I shuddered. This building was being held together by cow crap. That was beyond disgusting.

Renée knocked on the open door and we walked through. I stopped, in shock, two steps in. This little room, hardly bigger than my bedroom, was filled, wall to wall, with kids. There had to be fifty or sixty of them, all packed together, three or even four together on little wooden benches behind even littler wooden desks. They looked to be about ten or eleven years old. Each was wearing an identical red woollen sweater over a white shirt or blouse and a jumper-style dress for the girls, long shorts for the boys. All of the kids, boys and girls, had close-cropped hair, almost shaved right down. They were all, without exception, smiling and staring right at me. Nervously, I smiled back, trying to hide how uncomfortable I felt.

The teacher came over and greeted Renée and then shook hands with me as well. I felt awkward. They exchanged words in that language—I’d learned it was called Swahili.

I continued to look around. The floor of the room was hard-baked red earth. The two little windows held broken panes and wire mesh, and let little air or light into the stale, dim room. There was an open textbook on each desk—one book for everybody at the desk to share—and each student was holding a little stub of a pencil overtop a small exercise book. Up above were thin wooden beams holding a rusting tin roof in place. I could see holes in the roof, places where rain would get through. I was also surprised
by what wasn’t there—there were no computers, no pictures or alphabets or decorations on the walls, no lights, no electrical outlets, no displays, no books, no nothing. It was a big, dark room with a dirt floor and walls made out of mud and cow crap, empty except for the kids who were practically piled on top of each other. And each kid, without exception, was smiling. What did they have to smile about?

Renée turned to the class and said hello to them all.
“Hamjambo!”

“Jambo!”
they all called out in response.

She turned to me. “Say who you are and say hello.”

“Um, hello … 
jambo … hamjambo,”
I said. I was pretty sure you said
“hamjambo”
when there was more than one person. I was feeling very self-conscious. “My name is Alexandria and I’m fifteen.”

“Hello!” they yelled back. A bunch of them tried to say my name but it came out garbled.

“Your name is very long,” the teacher explained.

“They could call me Alex,” I suggested. I turned back to them. “I am Alex!” I said, touching my chest.

“Hello, Alex!” a boy called out, and the rest burst into laughter.

“This is Standard Six,” Renée said. “Grade six. They’re studying math.”

I looked at the blackboard. There were long-division problems stretched from one side to the other. I remembered doing them … in about that same grade.

“Do you have any questions?” Renée asked.

I shook my head. “Not really … but there are a lot of students.”

“There are seventy-four students enrolled in Standard Six. Today there are sixty-three in attendance.”
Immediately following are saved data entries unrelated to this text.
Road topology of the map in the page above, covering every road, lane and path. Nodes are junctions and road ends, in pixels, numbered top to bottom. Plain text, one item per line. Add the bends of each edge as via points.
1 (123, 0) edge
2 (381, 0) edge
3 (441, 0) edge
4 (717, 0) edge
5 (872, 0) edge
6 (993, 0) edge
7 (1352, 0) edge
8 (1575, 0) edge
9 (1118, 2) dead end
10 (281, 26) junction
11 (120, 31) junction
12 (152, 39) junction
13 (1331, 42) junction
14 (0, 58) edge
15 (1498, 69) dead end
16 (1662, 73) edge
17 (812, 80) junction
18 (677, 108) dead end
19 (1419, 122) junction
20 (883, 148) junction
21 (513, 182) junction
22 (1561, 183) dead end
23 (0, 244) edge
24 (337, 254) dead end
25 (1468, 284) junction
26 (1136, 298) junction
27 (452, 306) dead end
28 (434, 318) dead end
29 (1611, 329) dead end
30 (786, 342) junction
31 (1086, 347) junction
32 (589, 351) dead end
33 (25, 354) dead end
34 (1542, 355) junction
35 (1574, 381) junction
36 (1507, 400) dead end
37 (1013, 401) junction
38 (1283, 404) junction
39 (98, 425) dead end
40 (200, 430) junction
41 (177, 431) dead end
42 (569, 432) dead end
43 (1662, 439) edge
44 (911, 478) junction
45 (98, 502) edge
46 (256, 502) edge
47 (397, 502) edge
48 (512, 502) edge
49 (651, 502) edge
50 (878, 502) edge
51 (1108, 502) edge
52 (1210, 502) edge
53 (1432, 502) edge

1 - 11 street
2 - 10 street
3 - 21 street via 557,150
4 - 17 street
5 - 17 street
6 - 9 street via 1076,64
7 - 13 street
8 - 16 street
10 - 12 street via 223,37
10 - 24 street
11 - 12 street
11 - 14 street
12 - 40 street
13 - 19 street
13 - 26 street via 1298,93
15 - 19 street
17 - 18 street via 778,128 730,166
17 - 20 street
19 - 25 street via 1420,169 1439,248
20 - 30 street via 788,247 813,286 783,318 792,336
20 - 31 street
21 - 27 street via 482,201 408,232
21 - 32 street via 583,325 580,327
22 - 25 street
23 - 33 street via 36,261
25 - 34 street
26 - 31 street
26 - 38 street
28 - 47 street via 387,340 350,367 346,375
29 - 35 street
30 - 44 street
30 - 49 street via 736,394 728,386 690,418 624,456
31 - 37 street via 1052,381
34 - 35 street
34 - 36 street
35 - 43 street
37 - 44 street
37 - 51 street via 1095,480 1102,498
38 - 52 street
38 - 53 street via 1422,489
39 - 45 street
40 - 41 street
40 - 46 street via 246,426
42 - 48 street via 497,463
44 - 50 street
“Thank you for your time,” Renée said, and they shook hands.

As we started to leave I looked back over my shoulder and waved. They were all smiling and waving back.
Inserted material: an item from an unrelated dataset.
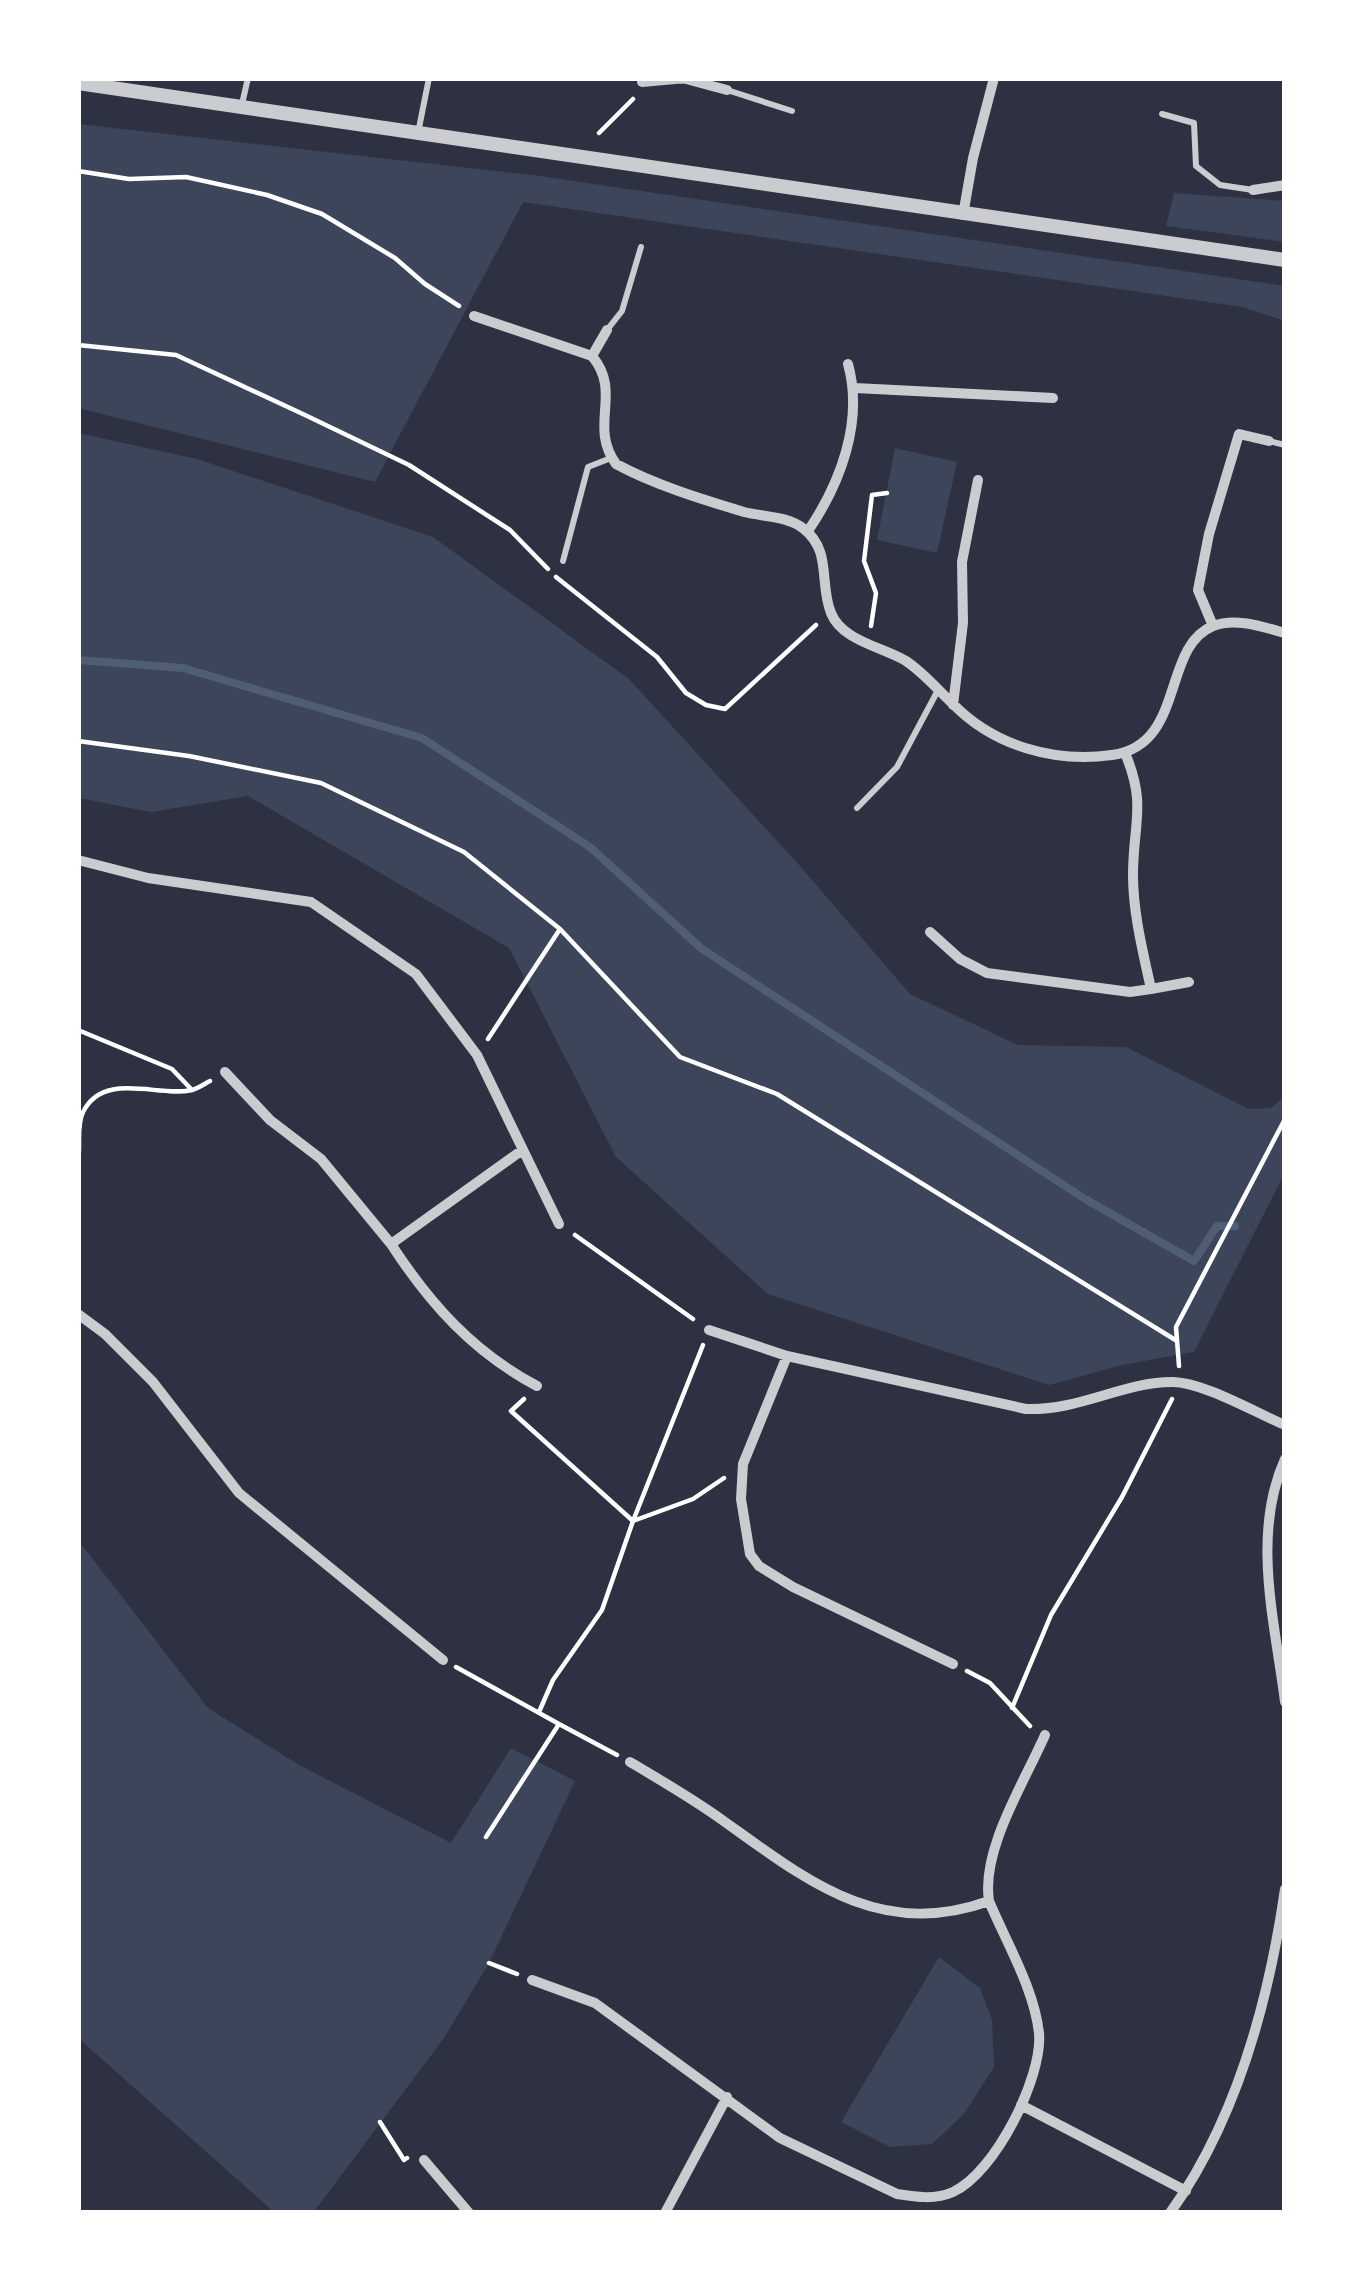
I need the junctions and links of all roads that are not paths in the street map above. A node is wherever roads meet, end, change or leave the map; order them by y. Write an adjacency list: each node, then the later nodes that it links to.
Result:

“Goodbye, Alex!” a voice called out, and everybody else laughed.

“In the last few years the government has decided that school will be free for all children from Standard One to Standard Eight,” Renée told me.

“So these kids don’t pay to come to school?” I said.

“Well, they do have to pay for uniforms, books, and other supplies.”

“That can’t be much … is it?”

“For some, it’s more than they can afford and they can’t come to school. For others, they can’t afford the time to be in school because there are things that need to be done for the family.”

“Is that why so many kids were away today?” I asked.